Imaging, Expert Panel on Cardiac, Sachin B Malik, William H Moore, Brian B Ghoshhajra, Christopher M Walker, Diana Litmanovich, Brent P Little, et al. 2026. “ACR Appropriateness Criteria® Preprocedural Chest or Cardiac Imaging for Cardiothoracic Surgery.”. Journal of the American College of Radiology : JACR.

Abstract

Preprocedural chest or cardiac imaging for cardiothoracic surgery is focused on the imaging necessary to inform the performance of a surgical procedure after an initial diagnosis and the decision to operate has been made with consideration of patient comorbidities and anesthesia risk. The diverse range of noncoronary cardiac surgeries, coronary cardiac surgeries, and thoracic surgeries each have their own unique surgical techniques, risks, and complications, which can further vary between patients undergoing first time or repeat cardiothoracic surgery.

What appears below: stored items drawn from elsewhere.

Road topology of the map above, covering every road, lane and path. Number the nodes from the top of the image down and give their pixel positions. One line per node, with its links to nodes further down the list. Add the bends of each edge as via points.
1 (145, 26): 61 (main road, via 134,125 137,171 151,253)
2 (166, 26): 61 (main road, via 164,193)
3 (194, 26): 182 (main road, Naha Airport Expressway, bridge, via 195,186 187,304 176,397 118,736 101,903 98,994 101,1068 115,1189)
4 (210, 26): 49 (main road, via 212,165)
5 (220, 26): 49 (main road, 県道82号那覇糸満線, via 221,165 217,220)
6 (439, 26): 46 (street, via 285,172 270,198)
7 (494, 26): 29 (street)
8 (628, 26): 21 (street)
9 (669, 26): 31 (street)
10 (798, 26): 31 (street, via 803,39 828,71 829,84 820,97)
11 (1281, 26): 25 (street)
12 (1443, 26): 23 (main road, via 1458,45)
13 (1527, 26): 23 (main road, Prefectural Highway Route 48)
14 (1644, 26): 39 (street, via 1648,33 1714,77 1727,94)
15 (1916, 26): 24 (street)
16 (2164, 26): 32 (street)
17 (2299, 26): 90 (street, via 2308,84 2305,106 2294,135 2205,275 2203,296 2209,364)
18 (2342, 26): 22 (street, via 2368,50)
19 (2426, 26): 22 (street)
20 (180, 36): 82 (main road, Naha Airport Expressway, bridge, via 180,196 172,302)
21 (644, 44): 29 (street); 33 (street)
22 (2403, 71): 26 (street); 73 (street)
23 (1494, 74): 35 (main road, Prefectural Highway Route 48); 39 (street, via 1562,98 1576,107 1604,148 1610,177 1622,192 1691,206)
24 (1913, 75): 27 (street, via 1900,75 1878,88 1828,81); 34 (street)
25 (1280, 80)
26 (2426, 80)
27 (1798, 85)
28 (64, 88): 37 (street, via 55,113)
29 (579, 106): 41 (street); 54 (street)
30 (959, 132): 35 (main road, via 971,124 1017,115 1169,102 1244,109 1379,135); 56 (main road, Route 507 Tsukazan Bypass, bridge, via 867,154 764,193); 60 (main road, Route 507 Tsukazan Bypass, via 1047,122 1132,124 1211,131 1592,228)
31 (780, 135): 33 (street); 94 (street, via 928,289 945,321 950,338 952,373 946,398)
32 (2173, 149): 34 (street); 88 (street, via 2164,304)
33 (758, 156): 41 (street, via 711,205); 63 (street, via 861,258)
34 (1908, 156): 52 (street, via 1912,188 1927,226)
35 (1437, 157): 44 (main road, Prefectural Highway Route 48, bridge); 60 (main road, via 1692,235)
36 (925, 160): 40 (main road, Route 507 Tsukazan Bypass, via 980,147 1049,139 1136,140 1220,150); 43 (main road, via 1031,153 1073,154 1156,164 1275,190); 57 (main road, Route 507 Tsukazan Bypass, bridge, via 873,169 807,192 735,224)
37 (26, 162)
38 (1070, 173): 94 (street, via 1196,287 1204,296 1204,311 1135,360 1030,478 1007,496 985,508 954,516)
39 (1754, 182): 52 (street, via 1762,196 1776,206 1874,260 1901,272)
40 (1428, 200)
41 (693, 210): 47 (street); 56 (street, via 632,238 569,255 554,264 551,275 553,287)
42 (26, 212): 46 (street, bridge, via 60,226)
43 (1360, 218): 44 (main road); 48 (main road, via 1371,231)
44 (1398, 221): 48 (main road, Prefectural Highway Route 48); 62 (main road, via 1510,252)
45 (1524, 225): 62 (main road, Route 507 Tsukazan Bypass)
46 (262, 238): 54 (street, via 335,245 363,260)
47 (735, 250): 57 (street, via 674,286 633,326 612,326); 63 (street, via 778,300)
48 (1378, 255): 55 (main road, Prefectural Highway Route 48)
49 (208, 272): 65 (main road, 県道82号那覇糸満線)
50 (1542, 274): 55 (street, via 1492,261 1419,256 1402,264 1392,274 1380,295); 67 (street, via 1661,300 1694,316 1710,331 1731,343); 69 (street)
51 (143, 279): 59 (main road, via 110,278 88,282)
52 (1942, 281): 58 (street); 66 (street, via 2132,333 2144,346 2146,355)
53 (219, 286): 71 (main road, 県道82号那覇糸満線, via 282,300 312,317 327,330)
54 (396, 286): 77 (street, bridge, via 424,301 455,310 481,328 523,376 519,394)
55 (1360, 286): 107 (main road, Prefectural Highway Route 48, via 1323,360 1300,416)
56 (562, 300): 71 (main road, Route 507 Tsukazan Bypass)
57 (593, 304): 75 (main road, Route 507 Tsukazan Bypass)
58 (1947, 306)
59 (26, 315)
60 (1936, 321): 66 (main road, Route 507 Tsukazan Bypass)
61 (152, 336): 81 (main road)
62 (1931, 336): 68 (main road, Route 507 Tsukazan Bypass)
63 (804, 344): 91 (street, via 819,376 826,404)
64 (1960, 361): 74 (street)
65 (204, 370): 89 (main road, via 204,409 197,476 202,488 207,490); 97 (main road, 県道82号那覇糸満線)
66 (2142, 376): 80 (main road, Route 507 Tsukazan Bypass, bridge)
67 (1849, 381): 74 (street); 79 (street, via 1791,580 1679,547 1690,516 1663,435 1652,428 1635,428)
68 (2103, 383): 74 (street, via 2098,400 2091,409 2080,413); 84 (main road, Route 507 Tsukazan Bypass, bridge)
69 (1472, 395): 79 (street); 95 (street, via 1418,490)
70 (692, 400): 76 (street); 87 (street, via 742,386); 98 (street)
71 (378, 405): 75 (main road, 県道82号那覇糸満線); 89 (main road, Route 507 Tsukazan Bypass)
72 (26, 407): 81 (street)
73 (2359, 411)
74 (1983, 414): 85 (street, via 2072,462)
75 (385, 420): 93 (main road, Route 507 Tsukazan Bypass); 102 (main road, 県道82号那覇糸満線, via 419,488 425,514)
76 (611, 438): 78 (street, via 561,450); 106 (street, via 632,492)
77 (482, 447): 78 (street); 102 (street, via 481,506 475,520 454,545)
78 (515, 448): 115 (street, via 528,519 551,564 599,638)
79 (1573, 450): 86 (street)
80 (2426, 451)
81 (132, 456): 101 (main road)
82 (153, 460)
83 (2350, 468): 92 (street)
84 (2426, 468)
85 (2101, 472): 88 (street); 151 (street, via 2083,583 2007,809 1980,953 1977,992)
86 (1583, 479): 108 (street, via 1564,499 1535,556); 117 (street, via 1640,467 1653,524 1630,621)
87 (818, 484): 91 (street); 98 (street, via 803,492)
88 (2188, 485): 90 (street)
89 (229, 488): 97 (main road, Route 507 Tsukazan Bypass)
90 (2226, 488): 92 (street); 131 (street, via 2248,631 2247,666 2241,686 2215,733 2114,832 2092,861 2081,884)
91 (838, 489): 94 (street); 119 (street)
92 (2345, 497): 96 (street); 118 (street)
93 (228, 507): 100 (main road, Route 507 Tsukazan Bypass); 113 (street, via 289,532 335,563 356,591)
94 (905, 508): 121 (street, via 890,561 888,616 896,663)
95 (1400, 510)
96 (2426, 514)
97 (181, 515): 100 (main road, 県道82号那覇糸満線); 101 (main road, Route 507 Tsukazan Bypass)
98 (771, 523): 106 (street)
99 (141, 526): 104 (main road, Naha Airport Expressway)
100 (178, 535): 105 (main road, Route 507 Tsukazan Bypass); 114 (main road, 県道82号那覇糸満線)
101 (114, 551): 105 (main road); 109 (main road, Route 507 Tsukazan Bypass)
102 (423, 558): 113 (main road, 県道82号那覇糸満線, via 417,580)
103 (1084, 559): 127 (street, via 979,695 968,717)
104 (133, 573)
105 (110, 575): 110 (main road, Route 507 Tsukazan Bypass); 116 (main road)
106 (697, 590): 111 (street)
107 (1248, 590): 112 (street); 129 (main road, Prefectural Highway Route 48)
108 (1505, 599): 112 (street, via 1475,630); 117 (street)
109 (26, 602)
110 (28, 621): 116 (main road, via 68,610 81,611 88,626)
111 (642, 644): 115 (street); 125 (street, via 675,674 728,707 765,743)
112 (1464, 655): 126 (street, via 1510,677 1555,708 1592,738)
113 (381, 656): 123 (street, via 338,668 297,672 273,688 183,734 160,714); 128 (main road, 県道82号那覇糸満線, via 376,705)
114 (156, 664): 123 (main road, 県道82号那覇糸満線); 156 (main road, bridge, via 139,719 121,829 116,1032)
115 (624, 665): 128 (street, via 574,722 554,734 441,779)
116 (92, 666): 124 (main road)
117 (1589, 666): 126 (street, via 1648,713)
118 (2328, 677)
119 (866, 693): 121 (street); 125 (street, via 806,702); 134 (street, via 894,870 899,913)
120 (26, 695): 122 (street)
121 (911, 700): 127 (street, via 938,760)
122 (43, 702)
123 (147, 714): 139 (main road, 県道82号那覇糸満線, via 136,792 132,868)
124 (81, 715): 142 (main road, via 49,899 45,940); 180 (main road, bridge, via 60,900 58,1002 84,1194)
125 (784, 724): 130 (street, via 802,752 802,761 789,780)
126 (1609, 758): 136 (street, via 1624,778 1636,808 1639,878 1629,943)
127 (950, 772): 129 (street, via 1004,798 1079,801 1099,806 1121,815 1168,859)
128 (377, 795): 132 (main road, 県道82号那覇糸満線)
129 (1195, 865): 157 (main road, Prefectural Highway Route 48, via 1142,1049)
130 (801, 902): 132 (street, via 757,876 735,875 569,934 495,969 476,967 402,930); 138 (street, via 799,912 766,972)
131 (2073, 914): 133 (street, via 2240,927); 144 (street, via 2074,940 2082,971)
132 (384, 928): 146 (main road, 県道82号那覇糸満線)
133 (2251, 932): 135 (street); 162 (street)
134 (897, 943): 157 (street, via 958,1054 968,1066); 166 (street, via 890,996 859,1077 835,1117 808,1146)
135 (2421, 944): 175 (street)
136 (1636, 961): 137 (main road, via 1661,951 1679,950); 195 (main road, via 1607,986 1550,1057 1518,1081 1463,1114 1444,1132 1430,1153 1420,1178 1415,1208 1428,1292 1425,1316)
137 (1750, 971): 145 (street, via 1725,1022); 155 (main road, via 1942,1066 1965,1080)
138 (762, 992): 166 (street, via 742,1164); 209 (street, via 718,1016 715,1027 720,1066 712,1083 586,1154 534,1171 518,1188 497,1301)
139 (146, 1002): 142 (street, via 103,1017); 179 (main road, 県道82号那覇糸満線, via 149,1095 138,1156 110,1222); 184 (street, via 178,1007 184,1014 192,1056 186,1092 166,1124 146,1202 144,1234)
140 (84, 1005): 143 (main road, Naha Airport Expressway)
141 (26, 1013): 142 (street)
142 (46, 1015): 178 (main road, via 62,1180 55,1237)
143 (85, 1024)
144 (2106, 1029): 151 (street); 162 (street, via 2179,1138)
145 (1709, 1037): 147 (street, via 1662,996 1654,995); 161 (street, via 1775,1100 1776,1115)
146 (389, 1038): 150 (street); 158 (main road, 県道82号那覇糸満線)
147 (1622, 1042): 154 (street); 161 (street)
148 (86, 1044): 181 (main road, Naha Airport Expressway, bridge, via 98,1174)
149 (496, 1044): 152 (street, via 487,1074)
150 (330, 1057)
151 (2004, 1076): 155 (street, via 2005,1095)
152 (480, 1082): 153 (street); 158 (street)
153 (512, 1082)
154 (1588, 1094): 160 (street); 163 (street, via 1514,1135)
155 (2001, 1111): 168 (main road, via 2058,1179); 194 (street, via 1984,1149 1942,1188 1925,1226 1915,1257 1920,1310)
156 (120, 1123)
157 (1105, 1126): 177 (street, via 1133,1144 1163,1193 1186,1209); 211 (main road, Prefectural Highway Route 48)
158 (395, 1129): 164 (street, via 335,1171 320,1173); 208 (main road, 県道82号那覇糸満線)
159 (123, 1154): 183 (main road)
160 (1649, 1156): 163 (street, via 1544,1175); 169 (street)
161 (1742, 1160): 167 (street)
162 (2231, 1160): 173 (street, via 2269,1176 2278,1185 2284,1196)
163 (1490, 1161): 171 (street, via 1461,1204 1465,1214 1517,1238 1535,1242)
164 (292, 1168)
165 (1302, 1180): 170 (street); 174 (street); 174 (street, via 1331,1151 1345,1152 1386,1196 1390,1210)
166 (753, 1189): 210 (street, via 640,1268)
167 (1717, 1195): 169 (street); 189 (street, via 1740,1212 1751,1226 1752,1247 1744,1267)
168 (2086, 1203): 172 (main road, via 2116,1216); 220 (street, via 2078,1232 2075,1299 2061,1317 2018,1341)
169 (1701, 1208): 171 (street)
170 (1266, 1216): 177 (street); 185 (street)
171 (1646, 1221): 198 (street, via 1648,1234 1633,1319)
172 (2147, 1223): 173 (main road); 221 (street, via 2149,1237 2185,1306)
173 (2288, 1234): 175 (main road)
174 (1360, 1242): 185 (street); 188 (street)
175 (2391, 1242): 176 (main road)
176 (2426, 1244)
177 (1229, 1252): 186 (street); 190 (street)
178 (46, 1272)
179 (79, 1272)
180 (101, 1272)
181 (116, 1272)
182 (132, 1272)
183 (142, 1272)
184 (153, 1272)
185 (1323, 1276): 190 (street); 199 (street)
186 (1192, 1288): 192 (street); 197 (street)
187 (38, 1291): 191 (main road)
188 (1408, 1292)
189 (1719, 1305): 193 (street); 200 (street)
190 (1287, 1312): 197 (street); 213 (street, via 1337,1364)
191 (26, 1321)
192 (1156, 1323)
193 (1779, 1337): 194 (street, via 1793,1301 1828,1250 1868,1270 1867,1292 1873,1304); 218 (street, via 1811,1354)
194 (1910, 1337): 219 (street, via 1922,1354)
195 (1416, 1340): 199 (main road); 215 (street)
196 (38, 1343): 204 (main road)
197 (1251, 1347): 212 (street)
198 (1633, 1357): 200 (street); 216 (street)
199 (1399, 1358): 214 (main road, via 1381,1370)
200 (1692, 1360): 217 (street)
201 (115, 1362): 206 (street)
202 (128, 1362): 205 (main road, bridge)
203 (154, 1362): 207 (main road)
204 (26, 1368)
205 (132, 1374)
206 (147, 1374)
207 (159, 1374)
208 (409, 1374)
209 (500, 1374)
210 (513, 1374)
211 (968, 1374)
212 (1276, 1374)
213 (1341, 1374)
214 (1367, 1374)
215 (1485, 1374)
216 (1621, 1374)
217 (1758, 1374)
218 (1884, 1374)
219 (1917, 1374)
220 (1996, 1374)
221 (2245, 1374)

This document reviews the literature for preprocedural chest or cardiac imaging in patients with and without a history of cardiothoracic surgery. The American College of Radiology Appropriateness Criteria are evidence-based guidelines for specific clinical conditions that are reviewed annually by a multidisciplinary expert panel. The guideline development and revision process support the systematic analysis of the medical literature from peer reviewed journals. Established methodology principles such as Grading of Recommendations Assessment, Development, and Evaluation or GRADE are adapted to evaluate the evidence. The RAND/UCLA Appropriateness Method User Manual provides the methodology to determine the appropriateness of imaging and treatment procedures for specific clinical scenarios. In those instances where peer reviewed literature is lacking or equivocal, experts may be the primary evidentiary source available to formulate a recommendation.